Очевидно, Горький был не совсем равнодушен к эзотерической стороне рыбной ловли, хотя и не был заядлым рыбаком. Символ рыбы возникал в его творчестве много раз и всегда в неожиданном качестве. Так, в «На дне» Васька Пепел, любовник Василисы, «сон хороший видел: будто ловлю я рыбу, и попал мне – огромаднейший лещ, – только во сне эдакие и бывают… И вот я его вожу на удочке и боюсь, – леса оборвется! И приготовил сачок… вот, думаю, сейчас…» На это Сатин замечает: «Это не лещ, а Василиса была…» Ау, Фрейд! Потом эта рыба ныряла и выныривала в разных местах и, между прочим, даже в очерке о Ленине, который был «внешне весь в словах, как рыба в чешуе». Прощальные круги на воде она оставила в «Жизни Клима Самгина», в изумительной по нелепости сцене ловли сома на горшок с горячей кашей: проглотит горшок, он лопнет, каша растечется, сом всплывет…

Цепочка замкнется, если вспомнить, что Горький обладал утиным носом – превосходное орудие для ловли рыбешки!

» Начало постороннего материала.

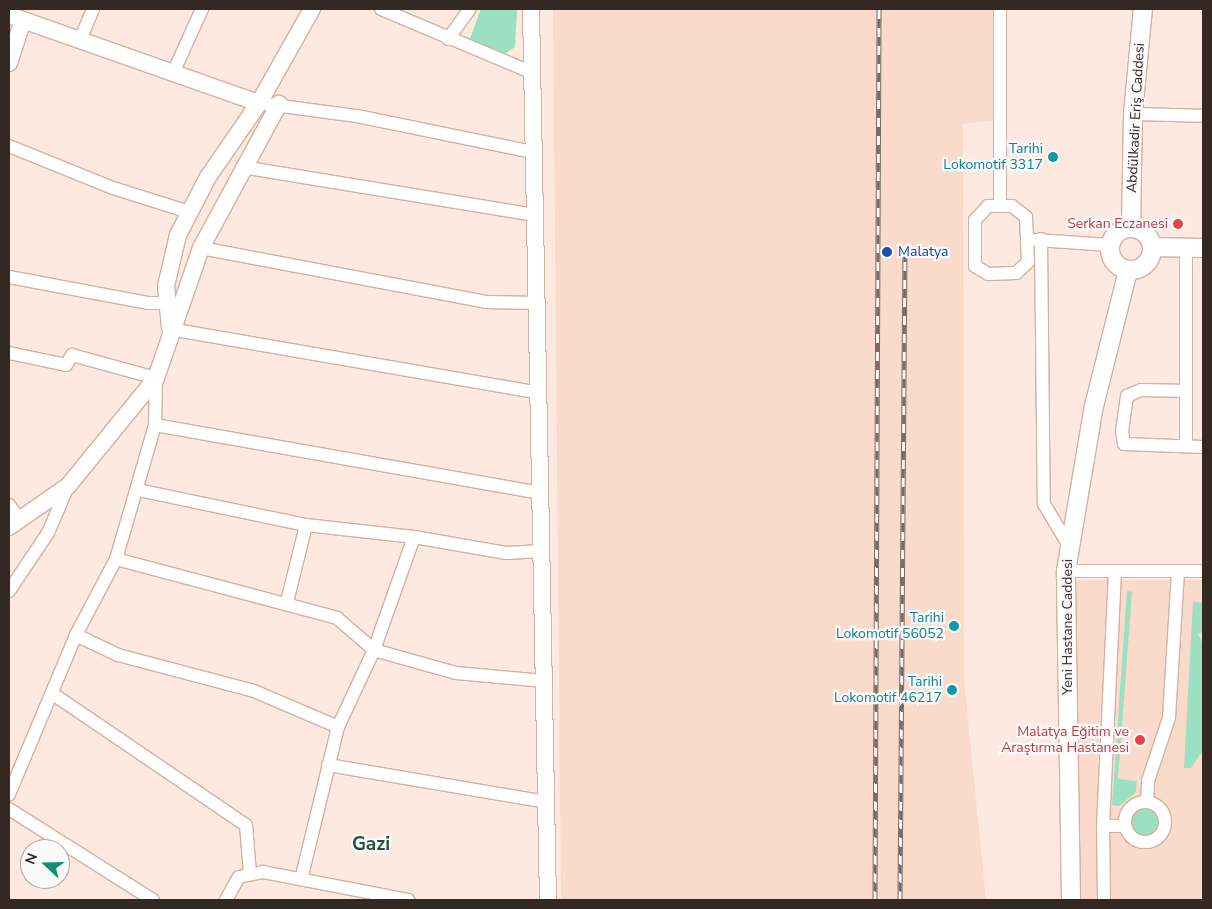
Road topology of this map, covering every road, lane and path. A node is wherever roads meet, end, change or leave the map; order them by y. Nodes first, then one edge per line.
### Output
1 (93, 9) edge
2 (202, 9) edge
3 (312, 9) edge
4 (382, 9) edge
5 (470, 9) edge
6 (531, 9) edge
7 (1000, 9) edge
8 (1143, 9) edge
9 (16, 18) edge
10 (448, 39) junction
11 (80, 40) junction
12 (9, 63) edge
13 (530, 72) junction
14 (173, 73) junction
15 (259, 103) junction
16 (279, 104) junction
17 (1133, 114) junction
18 (1203, 116) edge
19 (9, 146) edge
20 (533, 152) junction
21 (242, 167) junction
22 (1000, 206) junction
23 (189, 212) junction
24 (535, 215) junction
25 (1131, 228) junction
26 (1027, 240) junction
27 (1041, 240) junction
28 (1110, 245) junction
29 (1152, 247) junction
30 (201, 248) junction
31 (1195, 248) edge
32 (1128, 270) junction
33 (9, 276) edge
34 (168, 303) junction
35 (539, 303) junction
36 (170, 329) junction
37 (9, 353) edge
38 (156, 378) junction
39 (1186, 391) junction
40 (540, 393) junction
41 (155, 425) junction
42 (1186, 444) junction
43 (1203, 447) edge
44 (68, 486) junction
45 (138, 490) junction
46 (542, 493) junction
47 (9, 505) edge
48 (15, 523) edge
49 (306, 525) junction
50 (414, 537) junction
51 (1068, 544) junction
52 (542, 551) junction
53 (116, 559) junction
54 (1066, 571) junction
55 (1115, 571) junction
56 (1203, 571) edge
57 (1178, 572) junction
58 (9, 591) edge
59 (287, 602) junction
60 (76, 635) junction
61 (374, 650) junction
62 (544, 681) junction
63 (53, 694) junction
64 (338, 727) junction
65 (328, 765) junction
66 (9, 794) edge
67 (546, 802) junction
68 (1147, 802) junction
69 (9, 809) edge
70 (1103, 826) junction
71 (1125, 826) junction
72 (250, 874) junction
73 (301, 880) junction
74 (388, 898) edge
75 (153, 900) edge
76 (226, 900) edge
77 (408, 900) edge
78 (548, 900) edge
79 (1070, 900) edge
80 (1104, 900) edge

1 - 11 street
2 - 14 street
3 - 15 street
4 - 10 street
5 - 10 street
6 - 13 street
7 - 22 street
8 - 17 main road, Abdülkadir Eriş Caddesi
9 - 11 street
9 - 12 street
10 - 13 street
11 - 14 street
13 - 20 street
14 - 15 street
15 - 16 street
15 - 23 street
16 - 20 street
16 - 21 street
17 - 18 street
17 - 25 main road, Abdülkadir Eriş Caddesi
19 - 23 street
20 - 24 street
21 - 24 street
21 - 30 street
22 - 26 street
22 - 26 street
23 - 34 street
24 - 35 street
25 - 28 main road
25 - 29 main road
26 - 27 street
27 - 28 street
27 - 51 street
28 - 32 main road
29 - 31 main road
29 - 32 main road
30 - 35 street
30 - 36 street
31 - 39 street
32 - 51 main road, Yeni Hastane Caddesi
33 - 34 street
34 - 36 street
35 - 40 street
36 - 38 street
36 - 40 street
37 - 38 street
38 - 41 street
38 - 44 street
39 - 42 street
39 - 42 street
40 - 46 street
41 - 45 street
41 - 46 street
42 - 43 street
44 - 48 street
44 - 58 street
45 - 49 street
45 - 53 street
46 - 52 street
47 - 48 street
49 - 50 street
49 - 59 street
50 - 52 street
50 - 61 street
51 - 54 main road, Yeni Hastane Caddesi
52 - 62 street
53 - 59 street
53 - 60 street
54 - 55 street
54 - 79 main road, Yeni Hastane Caddesi
55 - 57 street
55 - 70 street
56 - 57 street
57 - 68 street
59 - 61 street
60 - 63 street
60 - 64 street
61 - 62 street
61 - 64 street
62 - 67 street
63 - 66 street
63 - 72 street
64 - 65 street
65 - 67 street
65 - 73 street
67 - 78 street
68 - 71 street
68 - 71 street
69 - 75 street
70 - 71 street
70 - 80 street
72 - 73 street
72 - 76 street
73 - 74 street
74 - 77 street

Горьковские образы… С ними ничего не поделаешь. Их нельзя анализировать, нельзя даже представить себе без опасности, что в мозгу что-нибудь не так щелкнет и сломается! Горький, по верному замечанию Чуковского, изображал мир с точностью до наоборот: «овеществлял дух» и «одухотворял материю». Мысли как тараканы. Осенние листья как лососи, как отрубленные ладони. Пыль над городом как дыхание спящих людей. Похабная песня точно грязь, сочная, жирная, липкая, и в ней варятся человечьи души, – стонут, почти рыдают.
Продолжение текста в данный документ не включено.